On Higher Education

Today I had an online conversation with a woman who observed that I did not have a Creative Writing or English degree and immediately started talking down to me as if I must not know the first thing about being a writer.

And yet an acquaintance who runs a magazine says that just about every author in the slush pile from a person who mentions having a writing-related degree in their cover letter turns out to be complete crap at writing.  (Colleen Lindsay and Nathan Bransford agree that these folks frequently query poorly or send surprisingly amateur work.)

I majored in Music Education for a year and a half.  Then I majored in Elementary Education and finished that degree.  I considered going for an English degree for about half a second.  I decided against it for many reasons, but the most important one was this:

As a music major, I observed that being classically trained at the University level was sucking all the fun out of singing for me.  I didn’t like that teachers had so much control over how I had to approach music to get a good grade, and since it wasn’t up to me which teachers I learned from, this extremely influential position could have been (and often was) occupied by people I didn’t agree with, didn’t like, or didn’t respect.

I realized that majoring in English or Creative Writing might well do the same thing to me.  Teachers attempt to mold you, and most to all of what they say could very well be valuable.  But since my experience in music taught me that my teachers were going to impose their world views on me in one of the most absolutely subjective fields on the planet, I didn’t want that to happen to my writing.  I didn’t want to be force-fed someone else’s voice.  I didn’t want a teacher to mold me.  I wanted to mold myself.

During my senior year of high school I took Advanced Placement English, and I was consistently one of the best students.  My teacher frequently used my papers as examples during review.  I took the end-of-year exam and was one of only five students in the school to get a perfect score, entitling me to two college English credits.  I had to pay attention, but I didn’t have to strain myself.  I didn’t ultimately learn any of what I needed to know to ace that class from the teacher himself.  But even with that, I still had so far to go before I could really be exceptional.  Beating the pants off other high school kids should be easy for someone intending to make a career out of writing, but I was nothing special when it came to people in the field, and I KNEW it.

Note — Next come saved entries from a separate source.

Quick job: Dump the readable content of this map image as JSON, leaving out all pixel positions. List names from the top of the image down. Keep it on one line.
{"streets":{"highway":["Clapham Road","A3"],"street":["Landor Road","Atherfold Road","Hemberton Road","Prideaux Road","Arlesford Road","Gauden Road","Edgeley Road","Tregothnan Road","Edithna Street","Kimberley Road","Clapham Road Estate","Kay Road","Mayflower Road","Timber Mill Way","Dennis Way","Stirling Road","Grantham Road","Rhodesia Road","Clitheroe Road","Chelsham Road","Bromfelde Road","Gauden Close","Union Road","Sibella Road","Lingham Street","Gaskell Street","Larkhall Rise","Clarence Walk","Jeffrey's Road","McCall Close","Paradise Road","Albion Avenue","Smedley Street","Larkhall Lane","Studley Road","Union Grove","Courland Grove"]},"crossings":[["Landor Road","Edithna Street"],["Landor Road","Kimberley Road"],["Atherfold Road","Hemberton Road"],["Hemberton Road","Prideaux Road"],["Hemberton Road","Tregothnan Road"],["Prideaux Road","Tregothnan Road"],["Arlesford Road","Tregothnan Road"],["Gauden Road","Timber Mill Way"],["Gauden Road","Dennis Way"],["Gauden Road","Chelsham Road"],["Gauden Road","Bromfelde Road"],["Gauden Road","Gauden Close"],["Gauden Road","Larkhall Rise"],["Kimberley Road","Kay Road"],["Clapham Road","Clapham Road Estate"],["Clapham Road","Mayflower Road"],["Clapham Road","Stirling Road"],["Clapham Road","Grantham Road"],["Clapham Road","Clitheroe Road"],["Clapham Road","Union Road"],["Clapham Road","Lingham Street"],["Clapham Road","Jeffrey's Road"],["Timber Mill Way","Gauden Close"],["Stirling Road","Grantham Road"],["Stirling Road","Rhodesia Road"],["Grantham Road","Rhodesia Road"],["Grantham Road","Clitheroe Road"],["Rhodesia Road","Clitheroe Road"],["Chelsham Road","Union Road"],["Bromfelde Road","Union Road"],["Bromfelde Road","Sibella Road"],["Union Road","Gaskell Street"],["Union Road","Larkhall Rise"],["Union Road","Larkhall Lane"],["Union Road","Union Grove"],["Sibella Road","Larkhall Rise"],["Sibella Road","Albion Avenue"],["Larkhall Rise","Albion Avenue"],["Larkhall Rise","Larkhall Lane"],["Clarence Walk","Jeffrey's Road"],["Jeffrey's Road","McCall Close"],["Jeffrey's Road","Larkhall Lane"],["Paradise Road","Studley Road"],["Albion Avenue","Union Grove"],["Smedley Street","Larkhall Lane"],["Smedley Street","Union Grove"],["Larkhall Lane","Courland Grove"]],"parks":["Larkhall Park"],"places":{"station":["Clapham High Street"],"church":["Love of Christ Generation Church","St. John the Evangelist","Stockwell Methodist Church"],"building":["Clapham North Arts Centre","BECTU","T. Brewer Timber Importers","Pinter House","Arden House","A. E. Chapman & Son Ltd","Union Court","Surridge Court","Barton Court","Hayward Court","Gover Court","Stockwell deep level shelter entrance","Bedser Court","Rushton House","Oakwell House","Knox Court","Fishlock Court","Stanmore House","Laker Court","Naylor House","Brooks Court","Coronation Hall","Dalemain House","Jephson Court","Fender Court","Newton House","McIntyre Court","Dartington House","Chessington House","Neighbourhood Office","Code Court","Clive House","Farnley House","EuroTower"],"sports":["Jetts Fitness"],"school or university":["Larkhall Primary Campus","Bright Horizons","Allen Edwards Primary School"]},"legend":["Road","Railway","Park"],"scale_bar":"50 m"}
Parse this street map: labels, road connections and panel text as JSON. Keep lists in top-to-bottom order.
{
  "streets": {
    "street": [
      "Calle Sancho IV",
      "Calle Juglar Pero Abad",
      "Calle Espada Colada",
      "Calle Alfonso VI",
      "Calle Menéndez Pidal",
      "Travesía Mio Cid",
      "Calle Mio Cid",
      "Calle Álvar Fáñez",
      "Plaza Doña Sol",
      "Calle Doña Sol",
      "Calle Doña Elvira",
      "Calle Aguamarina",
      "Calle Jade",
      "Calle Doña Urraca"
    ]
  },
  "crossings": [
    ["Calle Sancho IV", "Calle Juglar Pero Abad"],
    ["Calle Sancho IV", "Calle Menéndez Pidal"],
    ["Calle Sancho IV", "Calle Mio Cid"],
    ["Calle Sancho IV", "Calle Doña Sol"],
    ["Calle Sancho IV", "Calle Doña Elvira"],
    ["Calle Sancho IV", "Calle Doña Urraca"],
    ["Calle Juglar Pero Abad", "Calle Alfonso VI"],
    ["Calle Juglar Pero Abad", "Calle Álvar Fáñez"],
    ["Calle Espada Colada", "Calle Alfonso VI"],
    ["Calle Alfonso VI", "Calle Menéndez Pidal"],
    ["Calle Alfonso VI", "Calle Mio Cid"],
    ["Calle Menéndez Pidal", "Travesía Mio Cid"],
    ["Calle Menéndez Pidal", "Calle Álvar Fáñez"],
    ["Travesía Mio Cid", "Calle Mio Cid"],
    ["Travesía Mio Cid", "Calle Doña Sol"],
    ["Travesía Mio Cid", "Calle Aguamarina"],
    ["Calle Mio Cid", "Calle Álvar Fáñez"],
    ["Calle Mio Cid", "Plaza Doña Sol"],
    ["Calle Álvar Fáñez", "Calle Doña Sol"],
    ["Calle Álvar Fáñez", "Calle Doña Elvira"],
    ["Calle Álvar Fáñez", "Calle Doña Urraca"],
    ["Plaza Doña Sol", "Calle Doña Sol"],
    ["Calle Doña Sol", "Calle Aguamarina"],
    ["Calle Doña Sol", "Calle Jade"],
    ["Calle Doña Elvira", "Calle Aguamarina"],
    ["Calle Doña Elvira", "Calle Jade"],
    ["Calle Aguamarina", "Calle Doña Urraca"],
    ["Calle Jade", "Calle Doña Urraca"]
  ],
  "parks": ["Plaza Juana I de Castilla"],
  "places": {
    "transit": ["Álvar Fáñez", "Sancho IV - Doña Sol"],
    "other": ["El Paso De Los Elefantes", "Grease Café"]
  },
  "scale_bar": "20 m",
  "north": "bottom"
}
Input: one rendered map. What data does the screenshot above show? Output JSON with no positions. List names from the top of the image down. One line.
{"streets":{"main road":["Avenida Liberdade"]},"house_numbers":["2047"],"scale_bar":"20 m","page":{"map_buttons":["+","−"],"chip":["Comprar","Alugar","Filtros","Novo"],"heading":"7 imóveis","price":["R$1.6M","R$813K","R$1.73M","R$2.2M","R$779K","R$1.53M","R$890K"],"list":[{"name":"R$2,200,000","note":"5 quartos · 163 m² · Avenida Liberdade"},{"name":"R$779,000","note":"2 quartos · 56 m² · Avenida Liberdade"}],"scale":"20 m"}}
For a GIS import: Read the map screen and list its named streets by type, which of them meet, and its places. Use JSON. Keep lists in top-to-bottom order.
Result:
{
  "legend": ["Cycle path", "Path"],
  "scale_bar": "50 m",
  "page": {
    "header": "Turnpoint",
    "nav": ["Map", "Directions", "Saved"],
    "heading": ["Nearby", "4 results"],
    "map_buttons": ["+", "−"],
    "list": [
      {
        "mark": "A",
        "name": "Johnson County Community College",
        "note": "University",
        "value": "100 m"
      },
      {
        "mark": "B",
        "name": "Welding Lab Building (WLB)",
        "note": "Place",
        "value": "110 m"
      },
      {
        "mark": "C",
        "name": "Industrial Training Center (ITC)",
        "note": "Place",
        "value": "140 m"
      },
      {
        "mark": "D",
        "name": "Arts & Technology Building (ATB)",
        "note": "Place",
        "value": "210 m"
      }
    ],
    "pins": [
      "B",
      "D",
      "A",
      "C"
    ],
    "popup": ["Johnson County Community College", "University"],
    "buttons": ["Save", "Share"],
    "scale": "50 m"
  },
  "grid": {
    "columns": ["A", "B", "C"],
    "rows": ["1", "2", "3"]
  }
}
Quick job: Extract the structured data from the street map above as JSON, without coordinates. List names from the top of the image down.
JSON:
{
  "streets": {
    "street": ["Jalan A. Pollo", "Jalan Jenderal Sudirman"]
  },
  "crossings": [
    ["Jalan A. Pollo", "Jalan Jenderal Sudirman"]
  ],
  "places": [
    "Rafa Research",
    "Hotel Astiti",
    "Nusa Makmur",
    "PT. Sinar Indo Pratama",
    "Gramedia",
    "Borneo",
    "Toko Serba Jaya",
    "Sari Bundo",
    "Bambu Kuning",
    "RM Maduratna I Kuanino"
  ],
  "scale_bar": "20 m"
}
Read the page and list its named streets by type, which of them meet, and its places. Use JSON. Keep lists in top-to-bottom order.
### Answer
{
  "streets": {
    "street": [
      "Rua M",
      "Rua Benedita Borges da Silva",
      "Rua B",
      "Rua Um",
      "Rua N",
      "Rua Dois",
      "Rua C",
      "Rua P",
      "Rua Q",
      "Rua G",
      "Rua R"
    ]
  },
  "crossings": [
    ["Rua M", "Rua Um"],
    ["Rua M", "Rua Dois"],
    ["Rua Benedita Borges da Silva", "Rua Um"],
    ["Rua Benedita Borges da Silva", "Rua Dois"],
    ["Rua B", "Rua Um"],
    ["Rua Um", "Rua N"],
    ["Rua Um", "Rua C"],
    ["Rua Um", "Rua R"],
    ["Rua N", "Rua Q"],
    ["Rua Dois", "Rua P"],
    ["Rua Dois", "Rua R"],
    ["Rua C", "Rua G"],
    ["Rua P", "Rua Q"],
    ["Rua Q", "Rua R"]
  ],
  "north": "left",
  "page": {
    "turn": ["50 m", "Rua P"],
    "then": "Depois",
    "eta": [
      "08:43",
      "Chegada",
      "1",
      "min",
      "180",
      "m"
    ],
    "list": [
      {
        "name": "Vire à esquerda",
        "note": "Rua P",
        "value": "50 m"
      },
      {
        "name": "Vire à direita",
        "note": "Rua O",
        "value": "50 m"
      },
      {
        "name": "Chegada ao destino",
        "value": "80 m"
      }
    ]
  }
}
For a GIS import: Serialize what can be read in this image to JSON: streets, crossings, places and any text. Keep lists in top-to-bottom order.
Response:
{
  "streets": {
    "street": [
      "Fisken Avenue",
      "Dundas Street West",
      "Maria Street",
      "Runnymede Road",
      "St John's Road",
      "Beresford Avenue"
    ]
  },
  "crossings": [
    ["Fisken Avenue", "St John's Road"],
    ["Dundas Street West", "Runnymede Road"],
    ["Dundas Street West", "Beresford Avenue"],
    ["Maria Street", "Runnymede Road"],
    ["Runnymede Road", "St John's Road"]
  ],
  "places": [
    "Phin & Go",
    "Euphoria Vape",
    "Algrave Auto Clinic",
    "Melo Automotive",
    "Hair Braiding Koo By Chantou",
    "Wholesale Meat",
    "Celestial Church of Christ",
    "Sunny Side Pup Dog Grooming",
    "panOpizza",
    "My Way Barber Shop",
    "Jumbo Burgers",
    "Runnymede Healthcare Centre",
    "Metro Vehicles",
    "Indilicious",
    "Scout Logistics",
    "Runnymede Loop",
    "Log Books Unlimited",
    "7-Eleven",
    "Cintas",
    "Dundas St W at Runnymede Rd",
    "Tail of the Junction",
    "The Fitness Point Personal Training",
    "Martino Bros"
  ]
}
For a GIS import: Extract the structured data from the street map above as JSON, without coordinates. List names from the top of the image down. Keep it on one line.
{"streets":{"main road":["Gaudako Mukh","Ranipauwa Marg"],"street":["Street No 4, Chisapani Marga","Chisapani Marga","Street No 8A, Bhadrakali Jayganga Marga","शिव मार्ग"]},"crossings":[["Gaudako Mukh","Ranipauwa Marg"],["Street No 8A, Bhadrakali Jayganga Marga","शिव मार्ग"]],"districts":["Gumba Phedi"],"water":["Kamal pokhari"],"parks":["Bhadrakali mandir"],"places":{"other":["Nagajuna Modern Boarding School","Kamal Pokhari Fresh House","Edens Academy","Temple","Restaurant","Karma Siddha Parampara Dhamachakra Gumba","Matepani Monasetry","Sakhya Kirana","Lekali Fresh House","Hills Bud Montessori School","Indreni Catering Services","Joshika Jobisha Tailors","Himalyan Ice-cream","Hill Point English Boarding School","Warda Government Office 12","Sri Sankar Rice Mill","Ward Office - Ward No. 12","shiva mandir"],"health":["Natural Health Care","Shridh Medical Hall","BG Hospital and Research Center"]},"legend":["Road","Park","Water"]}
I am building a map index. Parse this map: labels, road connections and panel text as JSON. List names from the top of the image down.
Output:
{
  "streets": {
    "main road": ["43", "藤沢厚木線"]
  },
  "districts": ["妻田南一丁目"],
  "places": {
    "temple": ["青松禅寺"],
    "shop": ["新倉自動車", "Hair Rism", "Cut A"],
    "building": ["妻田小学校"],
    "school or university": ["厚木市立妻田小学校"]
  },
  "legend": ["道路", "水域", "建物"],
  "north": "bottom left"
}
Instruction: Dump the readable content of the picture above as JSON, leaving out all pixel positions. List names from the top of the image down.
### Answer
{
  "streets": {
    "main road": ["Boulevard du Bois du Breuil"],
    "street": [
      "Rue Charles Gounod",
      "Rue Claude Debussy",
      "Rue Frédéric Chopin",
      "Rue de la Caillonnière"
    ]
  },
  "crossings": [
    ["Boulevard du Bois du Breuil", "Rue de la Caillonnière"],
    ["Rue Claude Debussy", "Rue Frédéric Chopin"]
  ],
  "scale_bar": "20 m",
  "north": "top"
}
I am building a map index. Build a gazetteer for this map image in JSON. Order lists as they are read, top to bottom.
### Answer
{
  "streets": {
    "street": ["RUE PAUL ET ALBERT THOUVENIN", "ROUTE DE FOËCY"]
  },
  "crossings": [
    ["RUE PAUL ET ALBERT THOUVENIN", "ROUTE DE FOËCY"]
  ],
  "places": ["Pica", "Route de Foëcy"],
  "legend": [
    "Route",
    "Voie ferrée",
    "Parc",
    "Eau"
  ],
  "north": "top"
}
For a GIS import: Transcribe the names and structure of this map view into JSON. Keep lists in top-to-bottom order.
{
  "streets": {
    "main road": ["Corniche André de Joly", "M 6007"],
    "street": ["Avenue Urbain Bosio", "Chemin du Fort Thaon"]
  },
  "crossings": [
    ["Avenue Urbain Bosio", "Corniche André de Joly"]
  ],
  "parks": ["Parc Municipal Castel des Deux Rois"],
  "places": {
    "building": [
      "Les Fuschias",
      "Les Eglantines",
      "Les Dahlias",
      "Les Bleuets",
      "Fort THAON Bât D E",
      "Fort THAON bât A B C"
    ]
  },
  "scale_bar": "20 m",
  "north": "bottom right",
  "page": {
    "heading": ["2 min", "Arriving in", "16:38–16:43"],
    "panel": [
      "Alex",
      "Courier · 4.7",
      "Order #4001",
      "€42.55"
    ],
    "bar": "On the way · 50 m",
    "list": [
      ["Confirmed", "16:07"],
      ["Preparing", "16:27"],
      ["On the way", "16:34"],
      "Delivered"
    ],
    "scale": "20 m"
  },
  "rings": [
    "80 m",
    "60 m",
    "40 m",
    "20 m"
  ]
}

I just didn’t want to chance handing my creativity to an academic institution to sculpt.  My hat is off to any writer who’s been through post-high-school writing instruction and managed to emerge with their writing voice intact, not shaped mindlessly into a parrot for some teacher’s perspective.  And my hat is off to any writing teacher who can foster students’ voices without making them latch onto their own.  It takes a special kind of teacher to teach a student where to look for inspiration and voice (rather than “how to do” them), and it takes a special kind of student to resist the temptation to consider pleasing the teacher more important than growing as a writer.  After my experience as a voice student, I truly feel I’m not that kind of student who could survive formal education intact.  That’s the decision I made for my work and my life.

There’s nothing wrong with choosing that path.  But if anyone tries to tell you that you’ve failed to meet some kind of Writer Prerequisite because you haven’t had writing classes (college level or otherwise), ignore them.  They’re more focused on the prestige of Being a Writer than they are focused on why they do it.